Kiss or Kill: Confessions of a Serial Climber
About the Author
Mark Twight is one of America's leading alpinists. His gripping accounts have been published around the world,
Translated into five languages. Sports Illustrated, Outside Magazine, Rock & Ice (and a host of European magazines) have profiled him. Twight was the first to solo the "Czech Route" on Peak Communism, and fastest to solo "Slipstream," a three thousand-foot-high waterfall in the Canadian Rockies (in two hours and four minutes; most parties take twelve hours). He made the first ascent of "Deprivation" on Alaska's Mount Hunter, climbed five extremely difficult new routes in the French Alps, and made a non-stop, sixty-hour ascent of Mount McKinley's "Czech Direct" (the previous fastest party took seven days). Twight works as a technical advisor for Patagonia and distributes Grivel ice climbing gear in North America. He develops cold-weather clothing systems for the Department of Defense and teaches climbing and crisis nutrition to U.S. Special Forces operatives. Home is wherever his wife, Lisa, and an 85-pound Akita named Zuma happen to be, which is in Utah for now.
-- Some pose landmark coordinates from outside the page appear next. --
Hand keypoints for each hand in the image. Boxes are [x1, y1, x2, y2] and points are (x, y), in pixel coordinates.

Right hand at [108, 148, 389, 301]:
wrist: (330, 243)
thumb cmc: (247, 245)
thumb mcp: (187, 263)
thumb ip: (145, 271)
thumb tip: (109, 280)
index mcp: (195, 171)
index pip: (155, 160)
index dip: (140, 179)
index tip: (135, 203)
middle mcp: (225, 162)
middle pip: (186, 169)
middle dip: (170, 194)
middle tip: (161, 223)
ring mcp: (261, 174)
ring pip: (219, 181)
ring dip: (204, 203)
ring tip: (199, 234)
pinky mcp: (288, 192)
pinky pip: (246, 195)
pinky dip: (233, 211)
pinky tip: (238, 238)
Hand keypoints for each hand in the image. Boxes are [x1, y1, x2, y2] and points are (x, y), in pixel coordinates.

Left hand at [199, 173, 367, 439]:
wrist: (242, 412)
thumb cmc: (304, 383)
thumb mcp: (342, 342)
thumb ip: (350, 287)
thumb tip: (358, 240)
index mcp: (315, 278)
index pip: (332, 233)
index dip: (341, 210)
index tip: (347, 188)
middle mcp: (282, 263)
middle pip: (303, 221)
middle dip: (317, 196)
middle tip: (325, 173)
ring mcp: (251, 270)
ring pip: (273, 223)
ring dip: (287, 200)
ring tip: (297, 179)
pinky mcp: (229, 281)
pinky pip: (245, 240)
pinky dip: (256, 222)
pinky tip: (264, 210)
Twight is the author, with Jim Martin, of the award-winning book Extreme Alpinism: Climbing Light, Fast, and High.
About the Book
My summary: Twight compiles over a dozen stories published as articles over the years, restoring them to their pre-edit versions and adding an authors note providing some context and follow-up. A haunting series of stories, this book should make every mountaineer stop and think what it is that they are seeking in the mountains, what they are willing to risk.
From Publishers Weekly
"From Chamonix to the Himalayas to Peak Communism in the Pamirs, extreme climbing has been Twight's response to "stupidity and mediocrity" and at times it is even "a tool to forestall suicide." Following Extreme Alpinism, this volume collects more than 12 years of Twight's extreme outdoor journalism for such magazines as Climbing, Outside and Men's Journal. Punk rock lyrics pepper these essays, providing context and form for his rage, cynicism and obsessive, masculine drive. Avalanches, rotten ice, the deaths of fellow climbers, the rescue of others, dwindling food supplies, lost tents at 18,000 feet Twight survives mortal dangers and tragedies, writing, "No matter what I did, the suffering I experienced did not satisfy me. I had to have more." Twight's in-your-face style is both his strength and his weakness fans of Henry Rollins or Charles Bukowski may find a sport nut analogue in Twight. Deeply personal, arrogant, grandiose, thrilling and unapologetic, this record of his 15-year career will gratify and repel extreme athletes, their admirers and their detractors. 40 b&w photos not seen by PW."